Rapid determination of theaflavins by HPLC with a new monolithic column

Abstract

The quantitative determination of four theaflavin monomers by a rapid reversed-phase high performance liquid chromatographic method was developed. A new RP-18 end-capped column with particle size 2 µm and equilibrated to 35°C in a Shimadzu temperature controller module was used. Four theaflavin monomers were successfully separated in 8 min by the new strategy, comparing to 20–85 min by HPLC in the peer literature reports. Linear gradient elution: from 92% mobile phase A (v) to 76% mobile phase A (v) during early 3 min and then 92% mobile phase A (v) till 8 min at elution flow rate 1.5 ml/min. The limits of detection and quantification were in the range of 0.1–0.3 and 0.4–1.1 mg/l.
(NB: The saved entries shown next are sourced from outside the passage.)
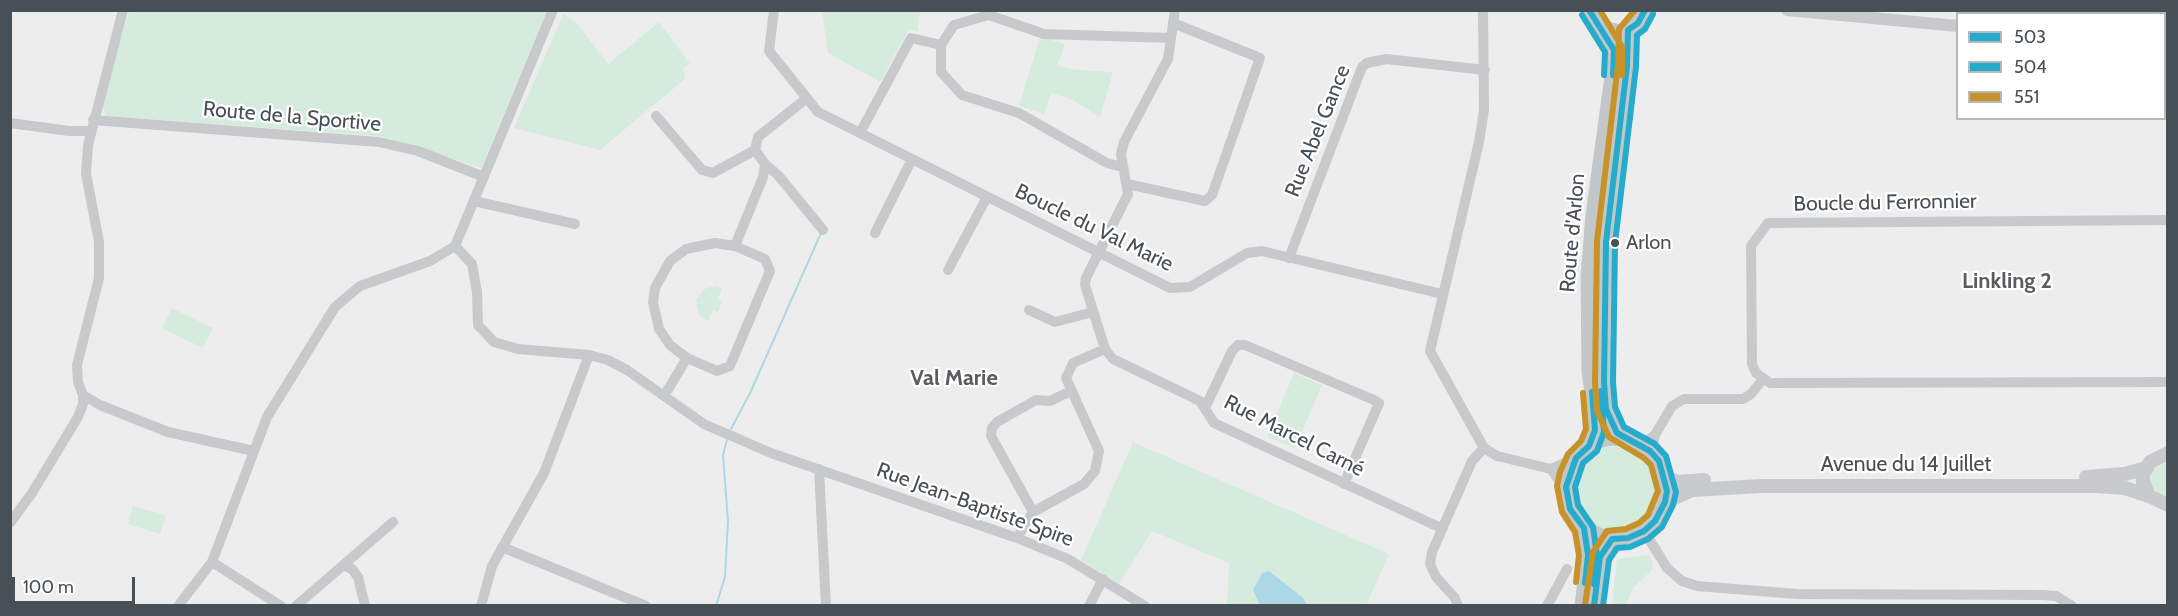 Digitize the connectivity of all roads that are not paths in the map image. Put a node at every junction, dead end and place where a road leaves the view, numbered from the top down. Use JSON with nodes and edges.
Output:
{"nodes":[{"id":1,"x":123,"y":10,"type":"edge"},
{"id":2,"x":553,"y":10,"type":"edge"},
{"id":3,"x":774,"y":10,"type":"edge"},
{"id":4,"x":1175,"y":10,"type":"edge"},
{"id":5,"x":1483,"y":10,"type":"edge"},
{"id":6,"x":1589,"y":10,"type":"edge"},
{"id":7,"x":1787,"y":10,"type":"edge"},
{"id":8,"x":1647,"y":11,"type":"edge"},
{"id":9,"x":1173,"y":23,"type":"junction"},
{"id":10,"x":1956,"y":26,"type":"edge"},
{"id":11,"x":1601,"y":27,"type":"junction"},
{"id":12,"x":1628,"y":30,"type":"junction"},
{"id":13,"x":1171,"y":38,"type":"junction"},
{"id":14,"x":941,"y":45,"type":"junction"},
{"id":15,"x":1485,"y":70,"type":"junction"},
{"id":16,"x":807,"y":98,"type":"junction"},
{"id":17,"x":656,"y":116,"type":"dead end"},
{"id":18,"x":10,"y":123,"type":"edge"},
{"id":19,"x":91,"y":125,"type":"junction"},
{"id":20,"x":860,"y":133,"type":"junction"},
{"id":21,"x":754,"y":150,"type":"junction"},
{"id":22,"x":912,"y":159,"type":"junction"},
{"id":23,"x":765,"y":164,"type":"junction"},
{"id":24,"x":1122,"y":167,"type":"junction"},
{"id":25,"x":484,"y":177,"type":"junction"},
{"id":26,"x":1127,"y":183,"type":"junction"},
{"id":27,"x":987,"y":197,"type":"junction"},
{"id":28,"x":474,"y":201,"type":"junction"},
{"id":29,"x":2168,"y":220,"type":"edge"},
{"id":30,"x":575,"y":224,"type":"dead end"},
{"id":31,"x":823,"y":230,"type":"dead end"},
{"id":32,"x":875,"y":233,"type":"dead end"},
{"id":33,"x":454,"y":246,"type":"junction"},
{"id":34,"x":735,"y":246,"type":"junction"},
{"id":35,"x":1099,"y":252,"type":"junction"},
{"id":36,"x":1290,"y":258,"type":"junction"},
{"id":37,"x":948,"y":270,"type":"dead end"},
{"id":38,"x":1442,"y":294,"type":"junction"},
{"id":39,"x":1029,"y":310,"type":"dead end"},
{"id":40,"x":1093,"y":312,"type":"junction"},
{"id":41,"x":1106,"y":350,"type":"junction"},
{"id":42,"x":589,"y":355,"type":"junction"},
{"id":43,"x":687,"y":358,"type":"junction"},
{"id":44,"x":1762,"y":379,"type":"junction"},
{"id":45,"x":2168,"y":381,"type":"edge"},
{"id":46,"x":1071,"y":391,"type":"junction"},
{"id":47,"x":84,"y":395,"type":"junction"},
{"id":48,"x":664,"y":396,"type":"junction"},
{"id":49,"x":1206,"y":408,"type":"junction"},
{"id":50,"x":1626,"y":439,"type":"junction"},
{"id":51,"x":1589,"y":446,"type":"junction"},
{"id":52,"x":1484,"y":448,"type":"junction"},
{"id":53,"x":1647,"y":449,"type":"junction"},
{"id":54,"x":254,"y":451,"type":"junction"},
{"id":55,"x":2168,"y":453,"type":"edge"},
{"id":56,"x":1576,"y":458,"type":"junction"},
{"id":57,"x":2146,"y":468,"type":"junction"},
{"id":58,"x":819,"y":469,"type":"junction"},
{"id":59,"x":1551,"y":469,"type":"junction"},
{"id":60,"x":1665,"y":478,"type":"junction"},
{"id":61,"x":1344,"y":484,"type":"junction"},
{"id":62,"x":1566,"y":490,"type":"junction"},
{"id":63,"x":2149,"y":496,"type":"junction"},
{"id":64,"x":1665,"y":502,"type":"junction"},
{"id":65,"x":2168,"y":505,"type":"edge"},
{"id":66,"x":1034,"y":512,"type":"junction"},
{"id":67,"x":393,"y":522,"type":"dead end"},
{"id":68,"x":10,"y":523,"type":"edge"},
{"id":69,"x":1441,"y":528,"type":"junction"},
{"id":70,"x":1584,"y":528,"type":"junction"},
{"id":71,"x":1644,"y":531,"type":"junction"},
{"id":72,"x":1017,"y":538,"type":"junction"},
{"id":73,"x":1612,"y":539,"type":"junction"},
{"id":74,"x":502,"y":547,"type":"junction"},
{"id":75,"x":212,"y":562,"type":"junction"},
{"id":76,"x":344,"y":565,"type":"junction"},
{"id":77,"x":1567,"y":569,"type":"dead end"},
{"id":78,"x":1102,"y":579,"type":"junction"},
{"id":79,"x":178,"y":606,"type":"edge"},
{"id":80,"x":281,"y":606,"type":"edge"},
{"id":81,"x":296,"y":606,"type":"edge"},
{"id":82,"x":365,"y":606,"type":"edge"},
{"id":83,"x":481,"y":606,"type":"edge"},
{"id":84,"x":646,"y":606,"type":"edge"},
{"id":85,"x":826,"y":606,"type":"edge"},
{"id":86,"x":1089,"y":606,"type":"edge"},
{"id":87,"x":1145,"y":606,"type":"edge"},
{"id":88,"x":1458,"y":606,"type":"edge"},
{"id":89,"x":1547,"y":606,"type":"edge"},
{"id":90,"x":1582,"y":606,"type":"edge"},
{"id":91,"x":1594,"y":606,"type":"edge"},
{"id":92,"x":2072,"y":606,"type":"edge"}],
"edges":[{"from":1,"to":19,"type":"street"},
{"from":2,"to":25,"type":"street"},
{"from":3,"to":16,"type":"street","name":"Boucle du Val Marie"},
{"from":4,"to":9,"type":"street"},
{"from":5,"to":15,"type":"street"},
{"from":6,"to":11,"type":"main road","name":"Route d'Arlon"},
{"from":7,"to":10,"type":"street"},
{"from":8,"to":12,"type":"main road"},
{"from":9,"to":13,"type":"street"},
{"from":9,"to":26,"type":"street"},
{"from":11,"to":12,"type":"main road"},
{"from":11,"to":51,"type":"main road","name":"Route d'Arlon"},
{"from":12,"to":50,"type":"main road","name":"Route d'Arlon"},
{"from":13,"to":14,"type":"street"},
{"from":13,"to":24,"type":"street"},
{"from":14,"to":20,"type":"street"},
{"from":14,"to":24,"type":"street"},
{"from":15,"to":36,"type":"street","name":"Rue Abel Gance"},
{"from":15,"to":38,"type":"street"},
{"from":16,"to":20,"type":"street","name":"Boucle du Val Marie"},
{"from":16,"to":21,"type":"street"},
{"from":17,"to":21,"type":"street"},
{"from":18,"to":19,"type":"street","name":"Route de la Sportive"},
{"from":19,"to":25,"type":"street","name":"Route de la Sportive"},
{"from":19,"to":47,"type":"street"},
{"from":20,"to":22,"type":"street","name":"Boucle du Val Marie"},
{"from":21,"to":23,"type":"street"},
{"from":22,"to":27,"type":"street","name":"Boucle du Val Marie"},
{"from":22,"to":32,"type":"street"},
{"from":23,"to":31,"type":"street"},
{"from":23,"to":34,"type":"street"},
{"from":24,"to":26,"type":"street"},
{"from":25,"to":28,"type":"street"},
{"from":26,"to":35,"type":"street"},
{"from":27,"to":35,"type":"street","name":"Boucle du Val Marie"},
{"from":27,"to":37,"type":"street"},
{"from":28,"to":30,"type":"street"},
{"from":28,"to":33,"type":"street"},
{"from":29,"to":44,"type":"street","name":"Boucle du Ferronnier"},
{"from":33,"to":42,"type":"street","name":"Rue Jean-Baptiste Spire"},
{"from":33,"to":54,"type":"street"},
{"from":34,"to":43,"type":"street"},
{"from":34,"to":43,"type":"street"},
{"from":35,"to":36,"type":"street","name":"Boucle du Val Marie"},
{"from":35,"to":40,"type":"street"},
{"from":36,"to":38,"type":"street","name":"Boucle du Val Marie"},
{"from":38,"to":52,"type":"street"},
{"from":39,"to":40,"type":"street"},
{"from":40,"to":41,"type":"street"},
{"from":41,"to":46,"type":"street"},
{"from":41,"to":49,"type":"street","name":"Rue Marcel Carné"},
{"from":42,"to":48,"type":"street","name":"Rue Jean-Baptiste Spire"},
{"from":42,"to":74,"type":"street"},
{"from":43,"to":48,"type":"street"},
{"from":44,"to":45,"type":"street"},
{"from":44,"to":53,"type":"street"},
{"from":46,"to":66,"type":"street"},
{"from":46,"to":66,"type":"street"},
{"from":47,"to":54,"type":"street"},
{"from":47,"to":68,"type":"street"},
{"from":48,"to":58,"type":"street","name":"Rue Jean-Baptiste Spire"},
{"from":49,"to":61,"type":"street","name":"Rue Marcel Carné"},
{"from":49,"to":61,"type":"street"},
{"from":50,"to":51,"type":"main road"},
{"from":50,"to":53,"type":"main road"},
{"from":51,"to":56,"type":"main road"},
{"from":52,"to":59,"type":"street"},
{"from":52,"to":69,"type":"street"},
{"from":53,"to":60,"type":"main road"},
{"from":54,"to":75,"type":"street"},
{"from":55,"to":57,"type":"main road"},
{"from":56,"to":59,"type":"street"},
{"from":56,"to":62,"type":"main road"},
{"from":57,"to":60,"type":"main road","name":"Avenue du 14 Juillet"},
{"from":57,"to":63,"type":"main road"},
{"from":58,"to":72,"type":"street","name":"Rue Jean-Baptiste Spire"},
{"from":58,"to":85,"type":"street"},
{"from":59,"to":62,"type":"street"},
{"from":60,"to":64,"type":"main road"},
{"from":61,"to":69,"type":"street","name":"Rue Marcel Carné"},
{"from":62,"to":70,"type":"main road"},
{"from":63,"to":64,"type":"main road","name":"Avenue du 14 Juillet"},
{"from":63,"to":65,"type":"main road","name":"Avenue du 14 Juillet"},
{"from":64,"to":71,"type":"main road"},
{"from":66,"to":72,"type":"street"},
{"from":67,"to":76,"type":"street"},
{"from":69,"to":88,"type":"street"},
{"from":70,"to":73,"type":"main road"},
{"from":70,"to":90,"type":"main road"},
{"from":71,"to":73,"type":"main road"},
{"from":71,"to":92,"type":"street"},
{"from":72,"to":78,"type":"street","name":"Rue Jean-Baptiste Spire"},
{"from":73,"to":91,"type":"main road"},
{"from":74,"to":83,"type":"street"},
{"from":74,"to":84,"type":"street"},
{"from":75,"to":79,"type":"street"},
{"from":75,"to":80,"type":"street"},
{"from":76,"to":81,"type":"street"},
{"from":76,"to":82,"type":"street"},
{"from":77,"to":89,"type":"street"},
{"from":78,"to":86,"type":"street"},
{"from":78,"to":87,"type":"street","name":"Rue Jean-Baptiste Spire"}]}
Satisfactory recoveries of theaflavin, theaflavin-3-gallate, theaflavin-3’-gallate and theaflavin-3,3’-gallate were 97.5–102.6, 98.6–102.4, 99.6–105.4, and 95.5–105.4%, respectively. The new method was applied to quantitative analysis theaflavins of tea samples, including 10 black teas, 5 oolong teas, and 5 green teas. This method is suitable for the rapid, accurate and inexpensive quantitative analysis of theaflavins under the basic detection conditions of HPLC.